Cold data is evicted automatically, freeing space for hot data.

Typical trade‑offs:

Load speed : full‑load is slow because it copies all data; tiered storage is fast because it loads only metadata.

Memory usage : full‑load consumes a large amount of RAM; tiered storage keeps RAM usage low.

First‑query latency : full‑load gives the lowest latency; tiered storage may add latency for the first access of cold data.

Applicable data size : full‑load works when the total size is smaller than the QueryNode memory; tiered storage is designed for datasets that exceed a single node’s memory.

Choose full‑load when the collection is small and memory is abundant; otherwise adopt tiered storage.

2. Mmap (memory‑mapped files)

Milvus introduced Mmap support in version 2.3. Mmap maps a disk file into the process address space, allowing reads/writes to operate directly on the file. Four control levels are provided (global → collection → field → index) with the following priority: field/index > collection > global.

queryNode:
  mmap:
    scalarField: false   # scalar field raw data
    scalarIndex: false   # scalar index (only inverted index supported)
    vectorField: false   # vector raw data
    vectorIndex: false   # vector index
    mmapDirPath: /milvus/mmap_data

After changing a collection‑level or index‑level Mmap setting, the collection must be released ( release_collection) and loaded again ( load_collection) for the change to take effect.

When to enable Mmap : large datasets with uneven query frequency, many cold records, or cost‑sensitive workloads where a modest latency increase is acceptable.

When not to enable Mmap : latency‑critical online services or environments with abundant memory.

3. Tiered storage four‑stage workflow

Stage 1 – Lazy Load

load_collection

caches only segment metadata (schema, index info, block mapping). No data blocks are loaded, so the call returns instantly.

Stage 2 – Warm‑up

Warm‑up pre‑loads specified fields or indexes before they become queryable, eliminating the cold‑start delay. Configuration priority is field/index > collection > cluster. Only two options exist for each target: sync (pre‑load) or disable (skip).

client.create_collection(
    collection_name="products",
    schema=schema,
    properties={
        "warmup.scalarField": "sync",
        "warmup.scalarIndex": "sync",
        "warmup.vectorField": "disable",
        "warmup.vectorIndex": "sync",
    }
)

Stage 3 – Partial Load

During query execution Milvus loads required data blocks on demand. Field data is loaded at block granularity; indexes are loaded as whole segments. This step is automatic.

Stage 4 – Eviction

When memory or disk usage exceeds configured watermarks, Milvus evicts least‑recently‑used data. Two eviction modes are available:

Synchronous eviction : triggered during a query that exceeds limits; the query pauses until space is reclaimed.
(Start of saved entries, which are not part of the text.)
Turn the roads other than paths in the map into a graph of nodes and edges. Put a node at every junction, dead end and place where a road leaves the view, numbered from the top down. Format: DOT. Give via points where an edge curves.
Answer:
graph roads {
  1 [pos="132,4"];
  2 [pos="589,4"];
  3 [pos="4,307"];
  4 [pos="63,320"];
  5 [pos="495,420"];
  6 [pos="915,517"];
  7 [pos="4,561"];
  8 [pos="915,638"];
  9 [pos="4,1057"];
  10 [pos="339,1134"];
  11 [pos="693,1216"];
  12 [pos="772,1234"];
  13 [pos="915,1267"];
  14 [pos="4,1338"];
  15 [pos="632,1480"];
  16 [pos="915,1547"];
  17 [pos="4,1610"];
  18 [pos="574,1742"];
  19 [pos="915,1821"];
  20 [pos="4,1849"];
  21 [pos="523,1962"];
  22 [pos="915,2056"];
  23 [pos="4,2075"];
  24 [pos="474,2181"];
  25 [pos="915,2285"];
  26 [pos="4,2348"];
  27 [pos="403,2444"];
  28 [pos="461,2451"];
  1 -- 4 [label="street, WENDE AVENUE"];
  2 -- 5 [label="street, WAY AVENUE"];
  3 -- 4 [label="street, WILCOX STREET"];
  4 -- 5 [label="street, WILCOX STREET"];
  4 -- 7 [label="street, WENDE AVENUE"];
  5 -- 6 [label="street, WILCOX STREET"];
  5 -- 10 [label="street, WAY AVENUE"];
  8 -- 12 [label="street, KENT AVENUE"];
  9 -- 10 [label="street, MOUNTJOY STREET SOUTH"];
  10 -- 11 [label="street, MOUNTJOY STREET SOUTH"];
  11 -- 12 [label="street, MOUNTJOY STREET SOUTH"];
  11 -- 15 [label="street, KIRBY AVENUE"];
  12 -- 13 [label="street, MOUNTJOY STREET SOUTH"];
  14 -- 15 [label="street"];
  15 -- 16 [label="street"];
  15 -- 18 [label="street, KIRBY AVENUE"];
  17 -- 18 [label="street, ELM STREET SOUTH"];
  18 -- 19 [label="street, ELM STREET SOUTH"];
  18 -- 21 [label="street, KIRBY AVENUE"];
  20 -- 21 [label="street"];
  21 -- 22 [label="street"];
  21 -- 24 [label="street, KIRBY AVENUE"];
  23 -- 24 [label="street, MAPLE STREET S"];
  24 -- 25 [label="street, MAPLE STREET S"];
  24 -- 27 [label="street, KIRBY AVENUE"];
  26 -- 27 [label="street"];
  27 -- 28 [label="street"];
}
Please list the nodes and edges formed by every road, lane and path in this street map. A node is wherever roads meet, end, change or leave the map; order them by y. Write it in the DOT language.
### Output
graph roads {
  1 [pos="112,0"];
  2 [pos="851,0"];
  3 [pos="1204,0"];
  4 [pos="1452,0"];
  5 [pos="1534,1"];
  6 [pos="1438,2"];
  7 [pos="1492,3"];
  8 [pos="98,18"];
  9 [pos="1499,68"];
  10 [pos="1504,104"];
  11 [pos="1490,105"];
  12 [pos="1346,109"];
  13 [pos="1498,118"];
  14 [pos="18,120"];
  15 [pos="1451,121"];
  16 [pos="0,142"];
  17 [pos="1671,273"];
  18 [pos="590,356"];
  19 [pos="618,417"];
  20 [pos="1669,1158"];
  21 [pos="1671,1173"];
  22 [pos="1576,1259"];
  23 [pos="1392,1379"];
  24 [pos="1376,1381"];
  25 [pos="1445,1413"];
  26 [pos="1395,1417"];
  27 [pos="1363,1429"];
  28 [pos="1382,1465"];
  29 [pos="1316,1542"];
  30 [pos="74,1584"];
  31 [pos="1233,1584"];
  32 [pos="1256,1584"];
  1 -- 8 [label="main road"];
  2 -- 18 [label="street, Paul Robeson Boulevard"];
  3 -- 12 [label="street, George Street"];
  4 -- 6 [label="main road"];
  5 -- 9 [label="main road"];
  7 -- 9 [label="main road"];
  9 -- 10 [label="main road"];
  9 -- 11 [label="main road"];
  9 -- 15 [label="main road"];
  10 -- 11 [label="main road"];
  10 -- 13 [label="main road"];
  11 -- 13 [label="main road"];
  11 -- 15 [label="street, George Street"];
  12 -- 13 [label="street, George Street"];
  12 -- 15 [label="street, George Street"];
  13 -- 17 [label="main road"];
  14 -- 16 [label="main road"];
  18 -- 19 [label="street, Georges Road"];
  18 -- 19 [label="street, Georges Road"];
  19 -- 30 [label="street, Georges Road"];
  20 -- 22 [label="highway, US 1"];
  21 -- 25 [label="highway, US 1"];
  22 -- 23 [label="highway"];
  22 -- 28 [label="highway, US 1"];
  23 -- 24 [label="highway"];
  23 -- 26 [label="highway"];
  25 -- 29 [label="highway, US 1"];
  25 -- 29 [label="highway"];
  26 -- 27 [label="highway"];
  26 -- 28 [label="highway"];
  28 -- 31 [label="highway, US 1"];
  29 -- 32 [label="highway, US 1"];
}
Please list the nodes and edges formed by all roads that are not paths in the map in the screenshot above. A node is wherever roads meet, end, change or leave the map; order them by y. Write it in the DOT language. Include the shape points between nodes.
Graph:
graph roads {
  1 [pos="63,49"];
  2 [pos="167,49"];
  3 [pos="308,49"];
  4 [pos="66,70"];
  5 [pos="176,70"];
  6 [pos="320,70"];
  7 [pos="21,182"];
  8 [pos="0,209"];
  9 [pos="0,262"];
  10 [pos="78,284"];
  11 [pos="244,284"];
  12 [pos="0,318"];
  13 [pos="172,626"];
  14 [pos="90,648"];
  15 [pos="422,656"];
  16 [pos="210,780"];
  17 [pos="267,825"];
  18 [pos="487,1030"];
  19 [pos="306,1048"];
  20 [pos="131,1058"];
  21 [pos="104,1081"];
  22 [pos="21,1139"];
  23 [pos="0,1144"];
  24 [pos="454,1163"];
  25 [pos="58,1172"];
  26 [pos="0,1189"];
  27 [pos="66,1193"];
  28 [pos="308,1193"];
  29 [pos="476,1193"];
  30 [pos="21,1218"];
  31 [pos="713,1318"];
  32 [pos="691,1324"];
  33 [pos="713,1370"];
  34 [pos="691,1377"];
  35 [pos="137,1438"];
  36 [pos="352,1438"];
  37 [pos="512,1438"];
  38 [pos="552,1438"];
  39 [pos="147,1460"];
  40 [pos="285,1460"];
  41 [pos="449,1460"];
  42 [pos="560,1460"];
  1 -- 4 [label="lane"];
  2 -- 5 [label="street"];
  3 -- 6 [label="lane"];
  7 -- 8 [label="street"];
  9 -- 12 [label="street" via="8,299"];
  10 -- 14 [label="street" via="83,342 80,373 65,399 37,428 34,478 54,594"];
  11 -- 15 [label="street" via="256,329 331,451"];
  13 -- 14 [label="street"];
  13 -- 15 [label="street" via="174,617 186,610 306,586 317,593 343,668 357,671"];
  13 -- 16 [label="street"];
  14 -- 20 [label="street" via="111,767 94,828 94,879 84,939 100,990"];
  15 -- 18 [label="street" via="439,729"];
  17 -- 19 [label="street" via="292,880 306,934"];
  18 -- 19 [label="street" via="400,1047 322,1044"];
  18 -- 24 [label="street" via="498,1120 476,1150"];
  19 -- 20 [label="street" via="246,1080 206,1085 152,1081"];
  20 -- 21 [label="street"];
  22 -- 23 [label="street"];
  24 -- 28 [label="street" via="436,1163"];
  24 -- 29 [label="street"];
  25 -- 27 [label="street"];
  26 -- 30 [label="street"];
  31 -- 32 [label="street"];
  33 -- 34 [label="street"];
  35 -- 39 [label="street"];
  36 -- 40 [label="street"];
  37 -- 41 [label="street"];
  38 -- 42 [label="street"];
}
Asynchronous eviction : a background thread periodically cleans up without blocking queries.

Both modes can be enabled simultaneously.

4. Eviction tuning: watermarks and TTL

Watermarks define upper and lower resource thresholds. Exceeding the high watermark triggers eviction; dropping below the low watermark stops it.

queryNode:
  segcore:
    tieredStorage:
      evictionEnabled: true
      backgroundEvictionEnabled: true
      memoryLowWatermarkRatio: 0.75
      memoryHighWatermarkRatio: 0.80
      diskLowWatermarkRatio: 0.75
      diskHighWatermarkRatio: 0.80
      cacheTtl: 604800   # 7 days (seconds)

Guidelines (derived from Milvus documentation):

Keep the high‑low gap between 0.05 – 0.10 to avoid frequent eviction or overly long eviction cycles.

Do not set the high watermark above 0.80 to preserve buffer for traffic spikes.

Start with the default 75 % – 80 % range and adjust based on observed utilization.

TTL (Time‑To‑Live) controls how long unused data stays cached; it works only when backgroundEvictionEnabled: true. Typical choices:

Short TTL (hours‑day) for highly dynamic data.

Long TTL (days) for relatively stable data.

TTL = 0 (disabled) for pure hot‑data scenarios.

5. Clustering compaction (query‑performance multiplier)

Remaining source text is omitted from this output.